A balmy night at the end of June or a dreary rainy one at the beginning of November? Covid stepped in to determine the latter and who could argue that a darker background wasn't a more appropriate setting to showcase an album shining a light on life's darker corners. THE STRUGGLE broadly announces its arrival from a title landing the first blow and it evolves into a piece of recorded art deserving a platform for dissection. When you have waited a decade to turn the clocks back to a more solo focussed period of a career, maximising its effect is high on the agenda. Michael Weston King felt the presence of Clovis Phillips is the only just way of truly opening the pages of THE STRUGGLE and that an old favourite venue in the Kitchen Garden was an ideal place to ease out the contents of a record ripened by acute ears. Circumnavigating suburban Birmingham's flooded roads for an hour did briefly yearn for sunny June, but the prize of candid exposure ebbed away the endeavour. This show epitomised the crack that 'live only happens once'.
The notion behind this last phrase keeps live music fresh and unique. Presenting an album from start to finish sprinkled with relevant blurb, fruitful addendum and light hearted irreverence twists the process of listening to music. The afforded space blended the extra dimensional factor of an ultra-talented guitarist sidekick and a singer-songwriter blessed with the in-built ability to frame sincere lyrics in a premium melody. An album on its own sparks imagination; an album altering the listening process in settings like this directs attentive minds to a host of audio and visual nuances.
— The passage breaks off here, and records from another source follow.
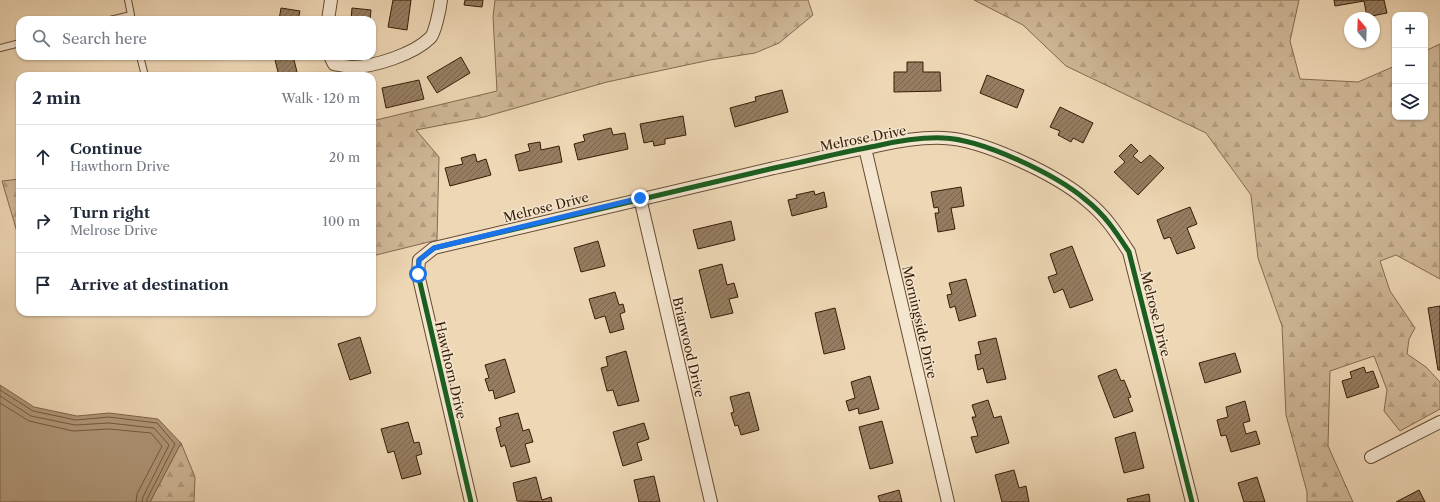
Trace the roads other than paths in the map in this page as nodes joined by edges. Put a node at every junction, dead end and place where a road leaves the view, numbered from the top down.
1 (128, 0) edge
2 (331, 0) edge
3 (441, 0) edge
4 (131, 16) edge
5 (329, 16) edge
6 (16, 44) edge
7 (0, 48) edge
8 (141, 60) edge
9 (332, 60) edge
10 (144, 72) edge
11 (865, 148) junction
12 (640, 198) junction
13 (434, 248) joint
14 (1440, 422) edge
15 (1371, 457) dead end
16 (470, 502) edge
17 (711, 502) edge
18 (948, 502) edge
19 (1192, 502) edge

1 - 4 lane
2 - 5 street
3 - 9 street
6 - 7 lane
8 - 10 lane
11 - 12 street, Melrose Drive
11 - 18 street, Morningside Drive
11 - 19 street, Melrose Drive
12 - 13 street, Melrose Drive
12 - 17 street, Briarwood Drive
13 - 16 street, Hawthorn Drive
14 - 15 street

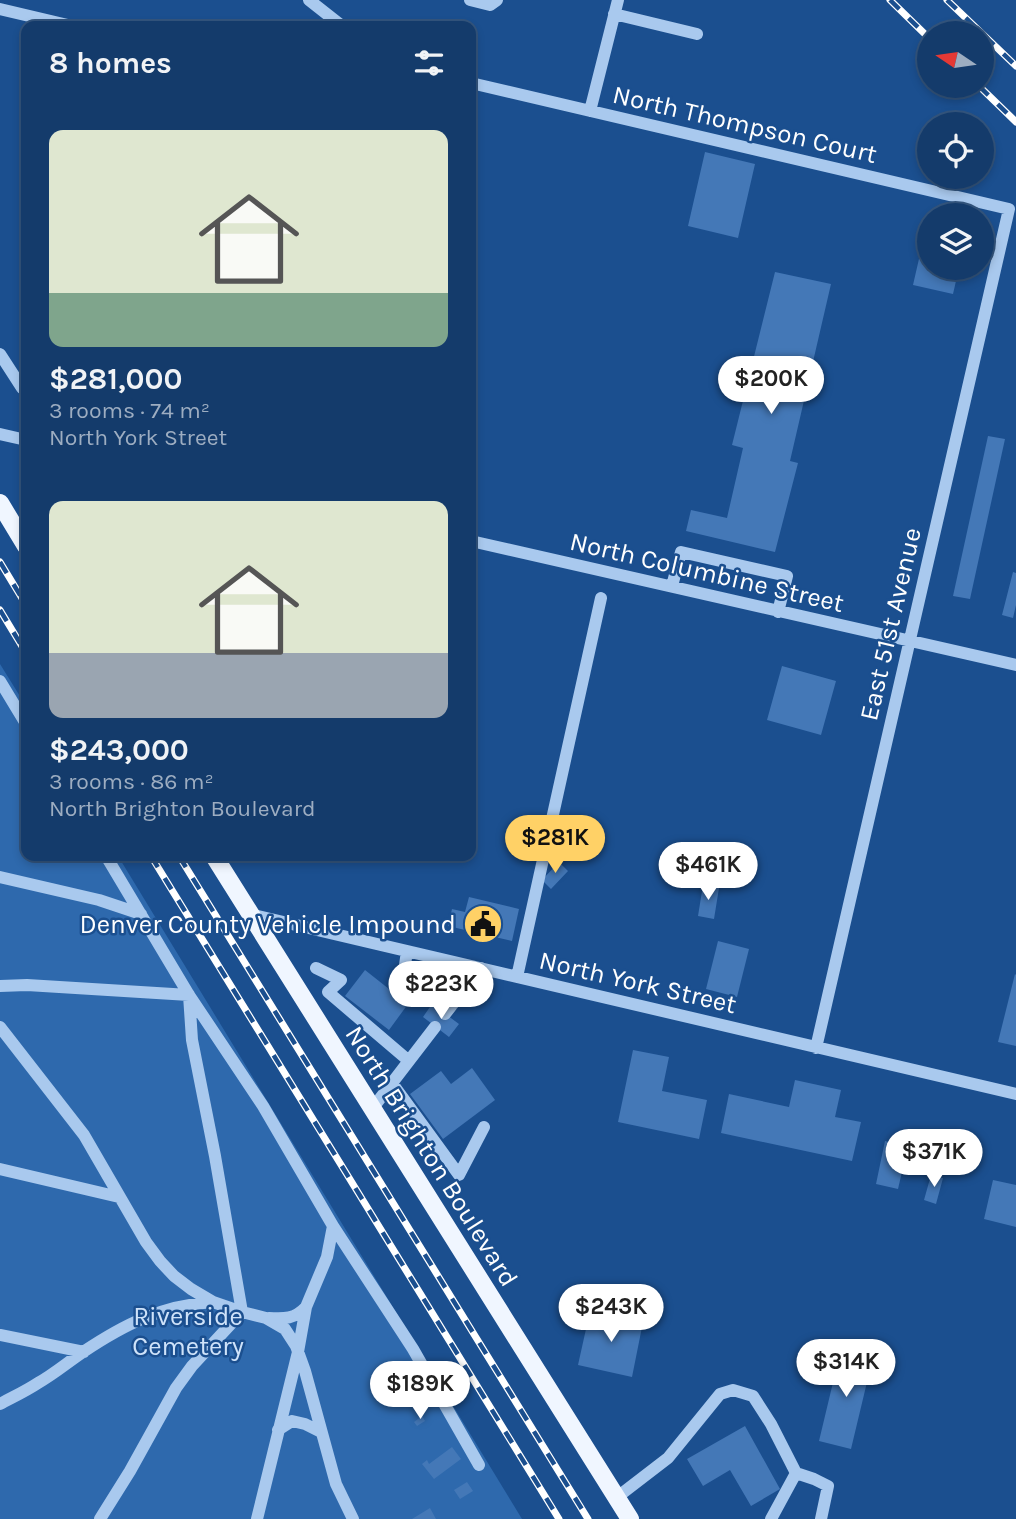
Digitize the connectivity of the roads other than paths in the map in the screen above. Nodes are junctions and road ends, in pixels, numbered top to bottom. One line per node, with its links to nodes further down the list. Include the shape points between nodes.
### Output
1 (309, 0): 8 (street)
2 (470, 0): 3 (street, via 491,5)
3 (497, 0)
4 (618, 0): 6 (street)
5 (0, 9): 7 (street)
6 (614, 14): 9 (street); 11 (street)
7 (51, 21)
8 (336, 21)
9 (697, 34)
10 (476, 84): 11 (street, North Thompson Court)
11 (590, 111): 12 (street, North Thompson Court)
12 (1009, 209): 23 (street, East 51st Avenue)
13 (0, 354): 14 (street)
14 (21, 386)
15 (0, 434): 16 (street)
16 (21, 439)
17 (0, 503): 18 (main road)
18 (21, 538)
19 (476, 542): 20 (street, North Columbine Street)
20 (672, 586): 22 (street, North Columbine Street); 22 (street, via 681,552 787,576)
21 (601, 598): 36 (street)
22 (778, 612): 23 (street, North Columbine Street)
23 (910, 641): 24 (street, North Columbine Street); 41 (street, East 51st Avenue)
24 (1016, 665)
25 (0, 681): 26 (street)
26 (21, 716)
27 (109, 861): 31 (street)
28 (217, 861): 32 (main road, North Brighton Boulevard)
29 (1, 875): 30 (street); 31 (street)
30 (0, 893)
31 (141, 914): 38 (street)
32 (249, 914): 33 (street, North York Street); 45 (main road, North Brighton Boulevard)
33 (407, 951): 35 (street, North York Street); 35 (street, via 402,986 449,1009)
34 (316, 968): 42 (street, via 341,980 328,992)
35 (481, 968): 36 (street, North York Street)
36 (517, 977): 41 (street, North York Street)
37 (0, 986): 38 (street)
38 (189, 995): 49 (street, via 263,1106); 54 (street, via 192,1040)
39 (0, 1027): 48 (street, via 84,1135)
40 (435, 1027): 42 (street)
41 (816, 1048): 44 (street, North York Street)
42 (409, 1061): 43 (street)
43 (392, 1083): 45 (street); 46 (street, via 459,1175)
44 (1016, 1094)
45 (372, 1109): 64 (main road, North Brighton Boulevard)
46 (484, 1127)
47 (0, 1169): 48 (street)
48 (119, 1197): 52 (street, via 160,1261)
49 (333, 1226): 50 (street); 51 (street)
50 (327, 1257): 51 (street, via 346,1256); 53 (street)
51 (356, 1261): 62 (street)
52 (213, 1302): 54 (street); 57 (street, via 145,1317)
53 (306, 1307): 55 (street, via 285,1319); 58 (street)
54 (242, 1311): 55 (street); 66 (street, via 176,1388)
55 (266, 1318): 58 (street, via 285,1329)
56 (0, 1335): 57 (street)
57 (84, 1352): 59 (street)
58 (298, 1352): 60 (street); 61 (street)
59 (0, 1404)
60 (278, 1430): 61 (street, via 292,1421); 67 (street)
61 (321, 1432): 65 (street)
62 (479, 1465)
63 (796, 1473): 64 (street, via 753,1396 733,1390 720,1394 668,1458); 69 (street); 70 (street, via 828,1486)
64 (616, 1498): 68 (main road, North Brighton Boulevard)
65 (348, 1517)
66 (100, 1519)
67 (257, 1519)
68 (629, 1519)
69 (771, 1519)
70 (821, 1519)

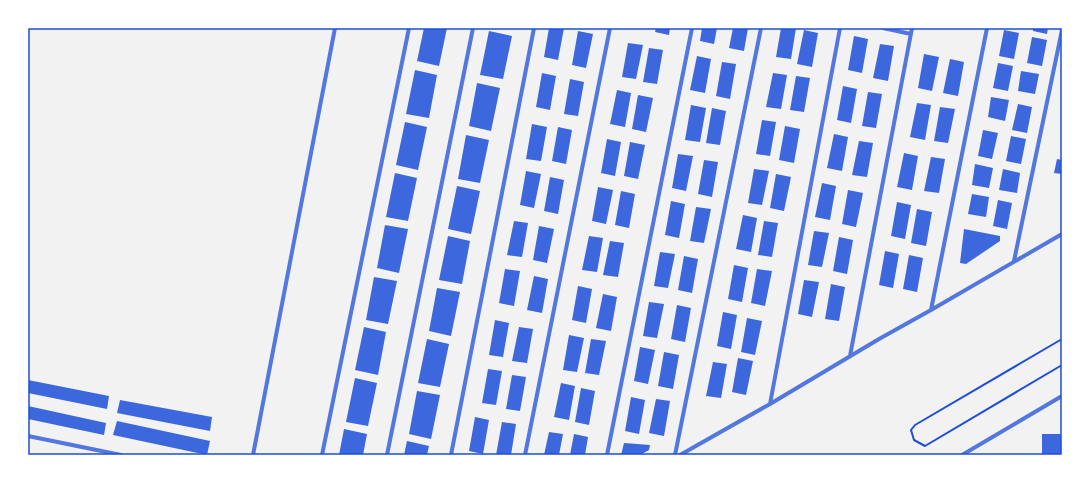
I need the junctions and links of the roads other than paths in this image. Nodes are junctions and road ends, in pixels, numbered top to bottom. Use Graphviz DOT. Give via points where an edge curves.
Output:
graph roads {
  1 [pos="335,28"];
  2 [pos="409,28"];
  3 [pos="473,28"];
  4 [pos="534,28"];
  5 [pos="610,28"];
  6 [pos="692,28"];
  7 [pos="761,28"];
  8 [pos="840,28"];
  9 [pos="883,28"];
  10 [pos="912,28"];
  11 [pos="988,28"];
  12 [pos="1062,30"];
  13 [pos="911,34"];
  14 [pos="1062,234"];
  15 [pos="1014,261"];
  16 [pos="931,310"];
  17 [pos="850,356"];
  18 [pos="1062,396"];
  19 [pos="770,404"];
  20 [pos="28,436"];
  21 [pos="121,455"];
  22 [pos="253,455"];
  23 [pos="322,455"];
  24 [pos="387,455"];
  25 [pos="451,455"];
  26 [pos="525,455"];
  27 [pos="607,455"];
  28 [pos="675,455"];
  29 [pos="680,455"];
  30 [pos="963,455"];
  1 -- 22 [label="street"];
  2 -- 23 [label="street"];
  3 -- 24 [label="street"];
  4 -- 25 [label="street"];
  5 -- 26 [label="street"];
  6 -- 27 [label="street"];
  7 -- 28 [label="street"];
  8 -- 19 [label="street"];
  9 -- 13 [label="street"];
  10 -- 13 [label="street"];
  11 -- 16 [label="street"];
  12 -- 15 [label="street"];
  13 -- 17 [label="street"];
  14 -- 15 [label="street"];
  15 -- 16 [label="street"];
  16 -- 17 [label="street"];
  17 -- 19 [label="street"];
  18 -- 30 [label="street"];
  19 -- 29 [label="street"];
  20 -- 21 [label="street"];
}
There was an additional defined duality to a show postponed from its original June date due to Clovis Phillips being struck down in a summer wave that seemingly eventually got the rest of us. The nine tracks of the album padded out well past an hour then seamlessly drifted into the wider realm of Michael Weston King's lifelong calling to make music with intent. No interval to an intense show extending to near the hour and three-quarter mark does evoke some pondering of convention, groove and effect. Numerous factors will always come into play and for once the unbroken connection trumped the concentration reset. Upon lifting the needle from the present, the duo briefly interspersed songs from My Darling Clementine, The Good Sons and Michael Weston King solo phase one.
A scholarly breeze drifts from Michael Weston King's enthusiasm for peer inspiration. Fair enough peers may stretch things a little back to classic singer-songwriters of the 60s, 70s and 80s, but they embed into the approach of contemporary artists. Being schooled in the well of Prine, Leven, Case, Newbury, Costello, Lowe, Van Zandt and Winchester was proudly quoted from the stage this evening, and it is not unknown to return from a Michael Weston King/My Darling Clementine show to seek not one of his records out, but one of an old artist extolled on the evening. Jesse Winchester being the latest recipient.
While verbatim live shows don't exist, the effect of Clovis Phillips and Michael Weston King collaborating is open to repetition. Likewise as long as new music is being made, whether My Darling Clementine or solo, the live accompaniment will continue to add value. Those making the Kitchen Garden their wise leisure choice this evening had both a unique and special experience. One of 2022's most absorbing records had an intrinsic and skeletal airing combining pinpointed musicianship and proud creator presentation.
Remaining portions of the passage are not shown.